Le 26e rapport annuel de la Fondation Abbé-Pierre analyse les conséquences sur le mal-logement de la crise sanitaire, économique et sociale liée à la pandémie de Covid. Cette situation inédite est intervenue dans un contexte de crise du logement déjà grave démontrée lors des rapports précédents. Les épisodes de confinement et de couvre-feu ont reflété les inégalités de logement et remis au centre l’importance cruciale de disposer d’un chez-soi décent.

Pour les victimes du mal-logement, auxquelles cette enquête donne la parole, avoir été confinés à domicile dans des quartiers dégradés, en habitat indigne ou surpeuplé, a non seulement représenté une souffrance, pour soi et pour ses enfants, mais aussi entraîné un risque de contamination accru.
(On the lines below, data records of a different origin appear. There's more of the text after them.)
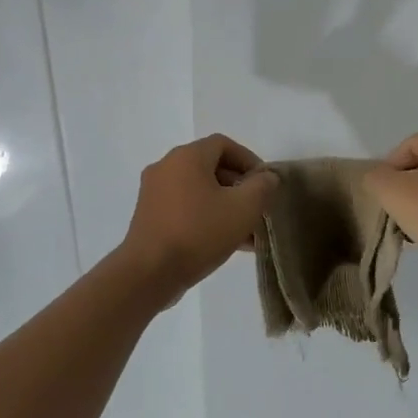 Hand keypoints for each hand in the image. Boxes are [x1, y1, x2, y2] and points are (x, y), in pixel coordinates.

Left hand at [118, 135, 278, 299]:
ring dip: (225, 205)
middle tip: (257, 209)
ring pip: (199, 191)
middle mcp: (166, 167)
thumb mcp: (243, 208)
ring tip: (247, 232)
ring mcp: (154, 192)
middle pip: (211, 167)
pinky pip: (184, 207)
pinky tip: (225, 243)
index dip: (249, 160)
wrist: (149, 273)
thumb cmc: (199, 233)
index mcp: (187, 156)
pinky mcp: (149, 216)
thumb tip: (267, 177)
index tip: (265, 184)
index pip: (224, 144)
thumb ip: (262, 187)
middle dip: (239, 187)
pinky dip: (206, 217) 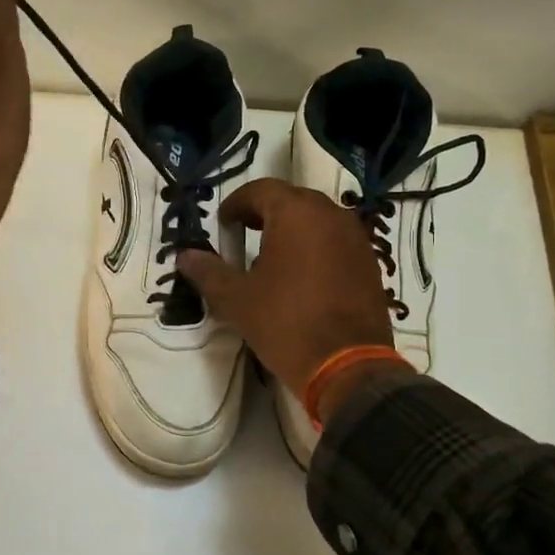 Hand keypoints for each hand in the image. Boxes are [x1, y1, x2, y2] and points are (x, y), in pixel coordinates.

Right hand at [176, 179, 396, 421]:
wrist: (347, 365)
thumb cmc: (285, 323)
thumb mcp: (236, 299)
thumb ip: (209, 272)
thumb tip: (185, 256)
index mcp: (296, 213)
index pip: (261, 190)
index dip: (237, 203)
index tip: (223, 223)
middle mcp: (330, 214)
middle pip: (292, 200)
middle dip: (265, 213)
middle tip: (243, 234)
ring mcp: (356, 238)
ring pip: (318, 220)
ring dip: (292, 230)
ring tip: (271, 256)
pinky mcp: (370, 262)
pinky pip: (336, 241)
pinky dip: (315, 247)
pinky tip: (302, 276) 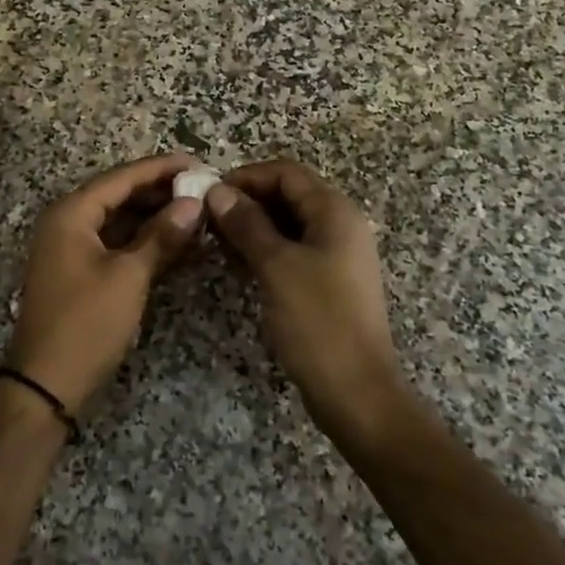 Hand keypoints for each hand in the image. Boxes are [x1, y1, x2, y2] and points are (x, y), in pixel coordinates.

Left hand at [6, 153, 204, 415]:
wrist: (45, 385)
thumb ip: (162, 235)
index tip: (198, 163)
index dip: (161, 169)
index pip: (121, 177)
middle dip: (160, 191)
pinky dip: (144, 241)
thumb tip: (194, 203)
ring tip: (195, 212)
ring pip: (119, 220)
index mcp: (71, 214)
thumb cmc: (86, 323)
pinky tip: (175, 242)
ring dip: (154, 216)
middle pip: (119, 195)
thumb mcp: (129, 276)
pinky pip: (116, 243)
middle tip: (202, 188)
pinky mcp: (80, 272)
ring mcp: (71, 249)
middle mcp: (67, 223)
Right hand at [205, 161, 407, 437]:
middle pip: (289, 195)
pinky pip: (294, 250)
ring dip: (253, 226)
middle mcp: (340, 225)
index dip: (246, 176)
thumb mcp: (276, 266)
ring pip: (289, 224)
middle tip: (207, 219)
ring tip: (216, 241)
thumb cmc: (317, 321)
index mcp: (335, 211)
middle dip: (247, 201)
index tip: (209, 194)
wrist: (356, 391)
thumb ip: (247, 224)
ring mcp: (337, 255)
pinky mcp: (329, 282)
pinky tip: (238, 264)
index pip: (286, 173)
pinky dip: (266, 249)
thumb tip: (217, 190) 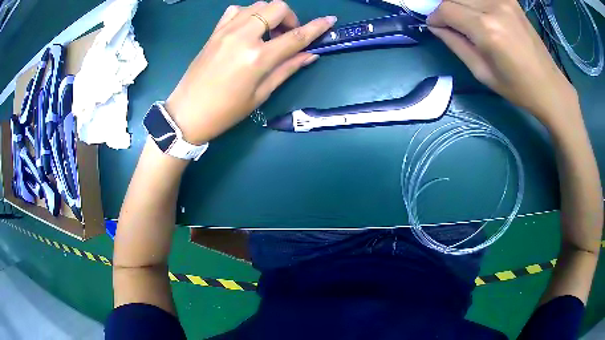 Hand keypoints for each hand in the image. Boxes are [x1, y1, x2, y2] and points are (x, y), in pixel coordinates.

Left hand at [165, 1, 335, 144]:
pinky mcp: (214, 32)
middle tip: (286, 36)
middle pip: (276, 8)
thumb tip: (310, 55)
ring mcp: (226, 31)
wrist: (186, 113)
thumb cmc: (226, 111)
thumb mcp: (260, 94)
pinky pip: (236, 10)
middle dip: (289, 18)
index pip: (295, 36)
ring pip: (257, 5)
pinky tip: (248, 29)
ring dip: (269, 15)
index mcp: (257, 58)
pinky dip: (248, 14)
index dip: (316, 27)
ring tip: (267, 34)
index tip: (330, 20)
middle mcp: (243, 37)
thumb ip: (287, 69)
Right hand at [428, 0, 577, 126]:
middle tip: (448, 23)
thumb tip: (436, 26)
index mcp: (487, 30)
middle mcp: (493, 7)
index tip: (435, 26)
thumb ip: (456, 44)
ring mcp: (504, 0)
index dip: (435, 16)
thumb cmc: (517, 87)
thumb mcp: (482, 73)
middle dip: (446, 8)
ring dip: (460, 4)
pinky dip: (475, 2)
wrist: (548, 85)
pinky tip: (478, 12)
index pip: (446, 9)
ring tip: (465, 19)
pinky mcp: (510, 0) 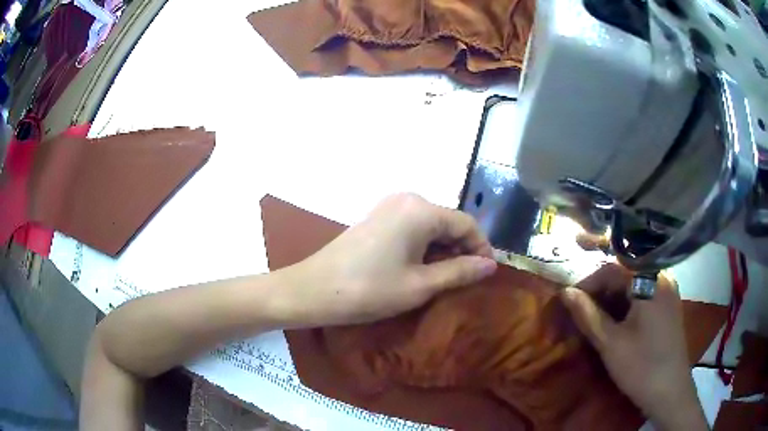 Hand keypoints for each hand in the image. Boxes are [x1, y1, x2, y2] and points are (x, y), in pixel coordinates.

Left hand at [280, 193, 496, 326]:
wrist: (313, 290)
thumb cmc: (369, 290)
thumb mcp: (420, 285)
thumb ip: (460, 271)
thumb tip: (491, 265)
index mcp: (421, 210)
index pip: (466, 224)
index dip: (482, 248)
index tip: (488, 273)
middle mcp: (407, 199)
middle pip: (448, 222)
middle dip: (462, 249)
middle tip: (468, 279)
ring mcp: (389, 207)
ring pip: (431, 226)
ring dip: (444, 250)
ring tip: (448, 278)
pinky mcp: (377, 218)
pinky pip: (413, 228)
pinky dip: (425, 246)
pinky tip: (423, 268)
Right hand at [561, 270, 707, 430]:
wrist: (670, 391)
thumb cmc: (640, 366)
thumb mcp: (610, 343)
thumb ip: (587, 315)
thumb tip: (565, 292)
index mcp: (649, 281)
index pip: (612, 269)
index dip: (588, 284)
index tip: (570, 303)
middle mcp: (662, 278)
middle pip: (625, 275)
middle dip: (601, 293)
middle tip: (582, 314)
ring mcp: (668, 291)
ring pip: (634, 285)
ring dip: (613, 300)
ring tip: (597, 320)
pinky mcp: (669, 305)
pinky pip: (645, 295)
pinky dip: (627, 305)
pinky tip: (618, 323) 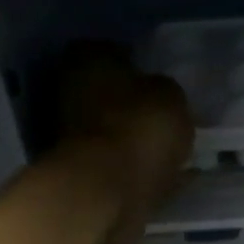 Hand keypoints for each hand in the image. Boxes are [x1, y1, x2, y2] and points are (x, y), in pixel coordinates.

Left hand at [53, 41, 195, 243]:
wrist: (108, 191)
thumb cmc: (139, 128)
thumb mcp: (171, 97)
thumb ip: (167, 91)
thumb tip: (161, 96)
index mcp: (88, 59)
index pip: (115, 51)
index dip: (140, 65)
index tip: (161, 83)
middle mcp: (71, 91)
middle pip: (110, 94)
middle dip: (136, 106)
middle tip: (169, 117)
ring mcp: (74, 136)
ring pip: (115, 131)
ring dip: (137, 140)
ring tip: (173, 149)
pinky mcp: (84, 173)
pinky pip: (121, 165)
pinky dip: (141, 170)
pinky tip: (169, 176) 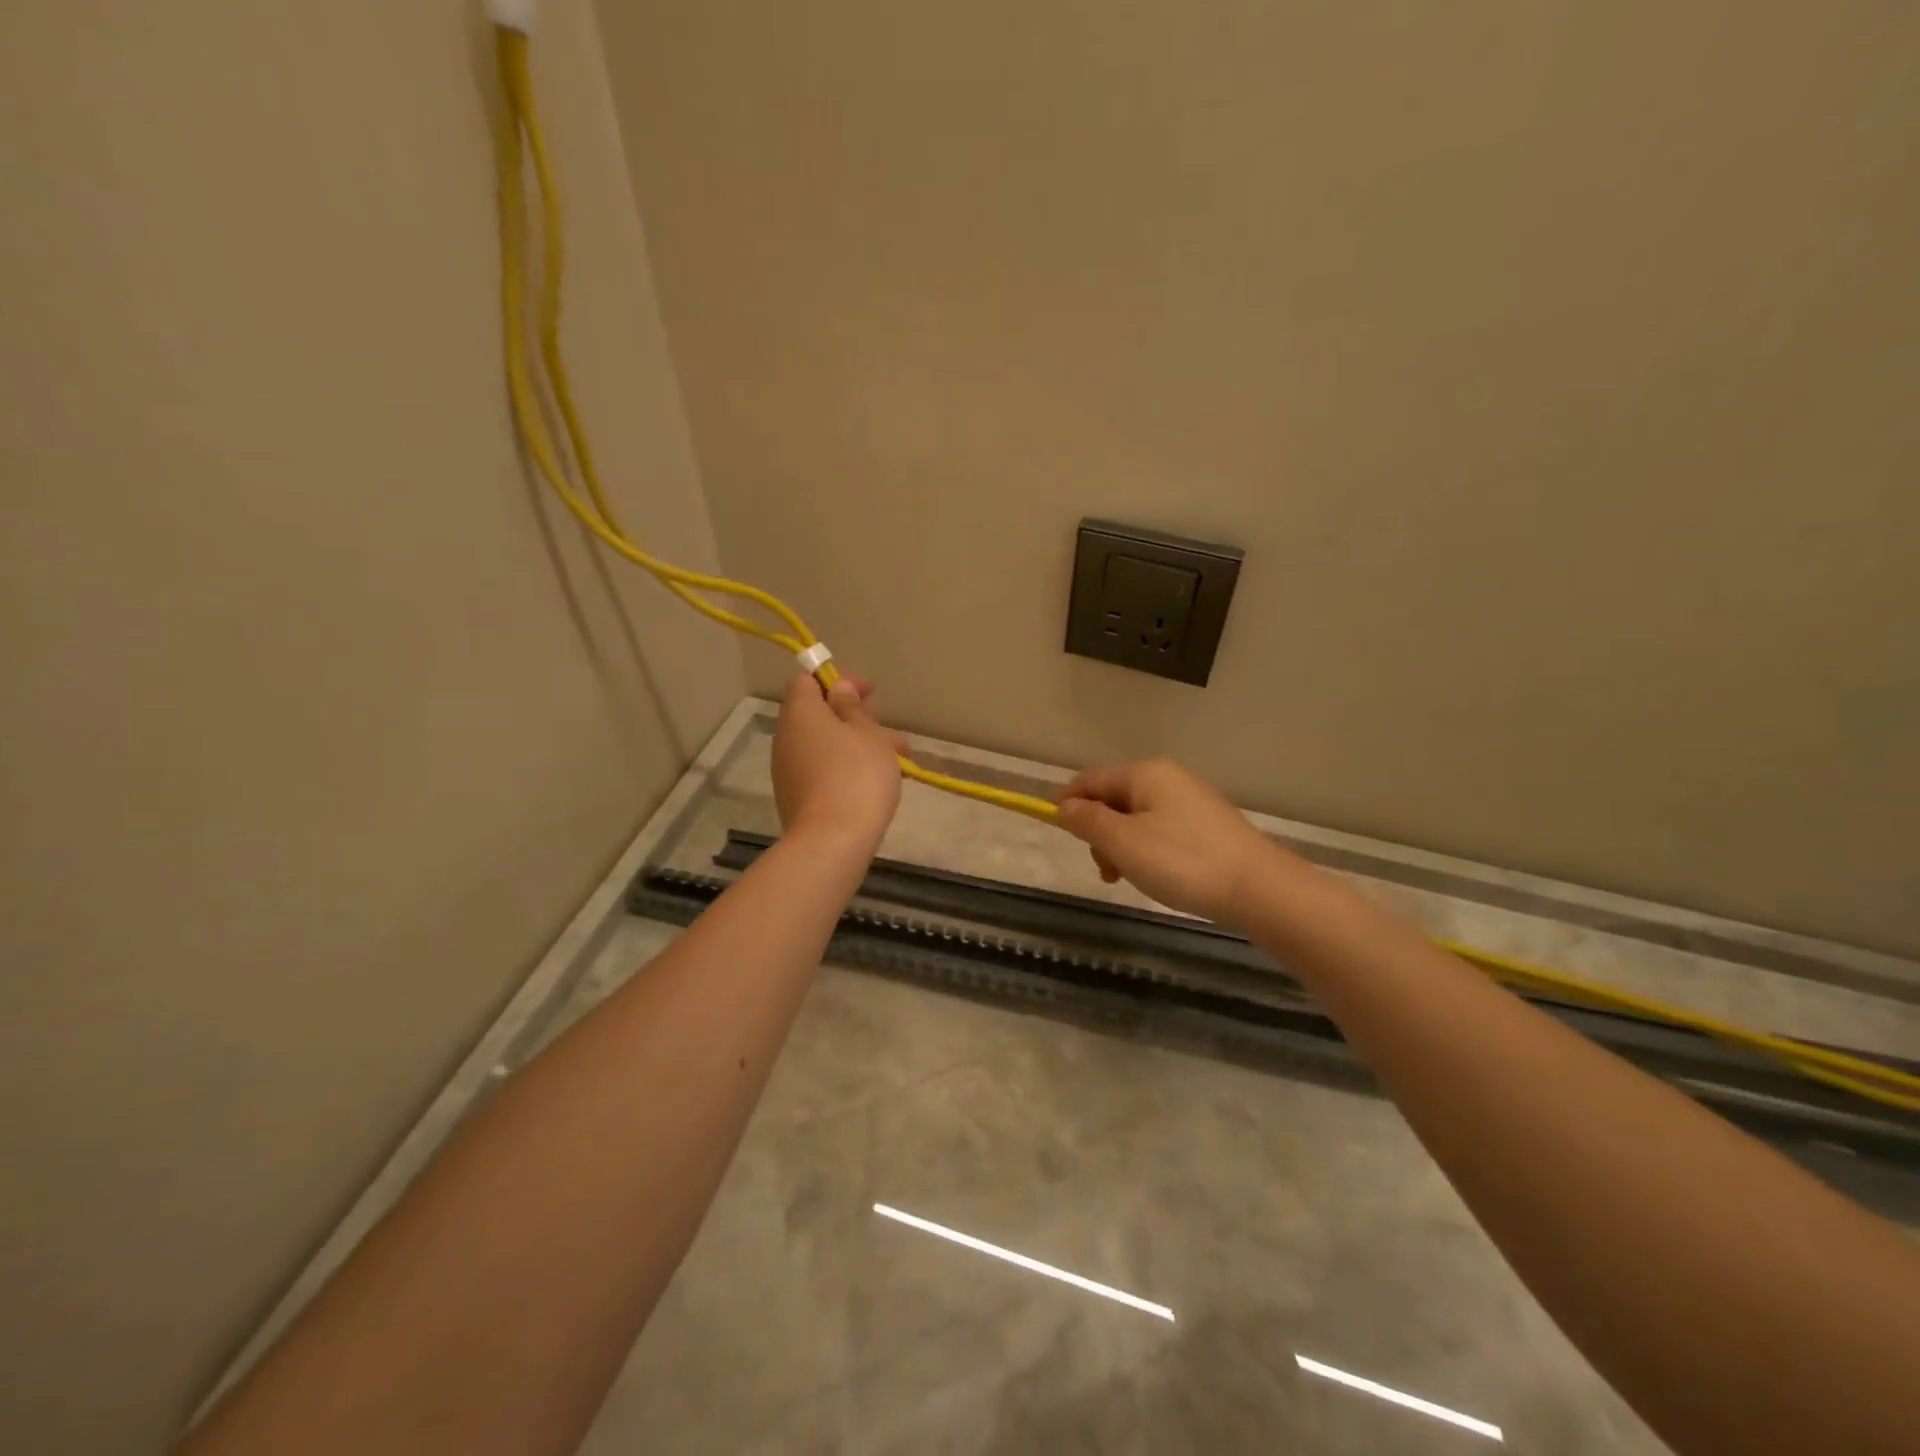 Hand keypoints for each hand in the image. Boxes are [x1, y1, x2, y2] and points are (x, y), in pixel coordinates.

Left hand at [772, 673, 905, 853]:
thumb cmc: (856, 775)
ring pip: (826, 745)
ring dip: (858, 746)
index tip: (869, 692)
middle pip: (818, 715)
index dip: (838, 680)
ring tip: (898, 761)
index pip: (807, 681)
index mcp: (800, 713)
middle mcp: (786, 738)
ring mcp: (788, 771)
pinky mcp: (796, 798)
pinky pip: (823, 770)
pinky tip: (876, 783)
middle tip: (889, 731)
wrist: (833, 842)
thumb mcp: (867, 733)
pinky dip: (847, 768)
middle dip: (856, 718)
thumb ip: (853, 707)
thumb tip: (837, 688)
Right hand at [1056, 759, 1276, 925]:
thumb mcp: (1123, 842)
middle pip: (1114, 797)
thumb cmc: (1182, 861)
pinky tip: (1156, 875)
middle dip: (1099, 831)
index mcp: (1145, 773)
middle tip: (1105, 870)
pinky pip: (1160, 828)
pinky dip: (1147, 849)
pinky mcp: (1207, 824)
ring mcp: (1191, 800)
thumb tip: (1064, 805)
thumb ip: (1088, 821)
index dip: (1068, 802)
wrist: (1260, 889)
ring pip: (1137, 817)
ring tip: (1129, 878)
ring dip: (1121, 845)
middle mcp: (1168, 777)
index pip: (1091, 778)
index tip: (1057, 832)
Pour les plus de 300 000 personnes sans-domicile, à la rue ou dans des hébergements d’urgence plus que jamais inadaptés, la crise a suscité un bouleversement dans un système d’aide déjà fragile et sous tension, malgré la mobilisation d’acteurs publics et associatifs.

Alors que l’on aurait pu croire que cet épisode se limite à une parenthèse douloureuse, cette crise apparait de plus en plus comme porteuse de conséquences durables, une véritable « bombe à retardement », estime Denis Robert, président de la Fondation. Chute de la production de logements, notamment sociaux, blocage des attributions de Hlm, montée des impayés, accroissement de la précarité et du chômage, destructions d’emplois à venir et endettement généralisé : l’étendue des dommages à moyen terme reste encore à déterminer, mais on sait d’ores et déjà que les répercussions sociales de cette crise seront importantes.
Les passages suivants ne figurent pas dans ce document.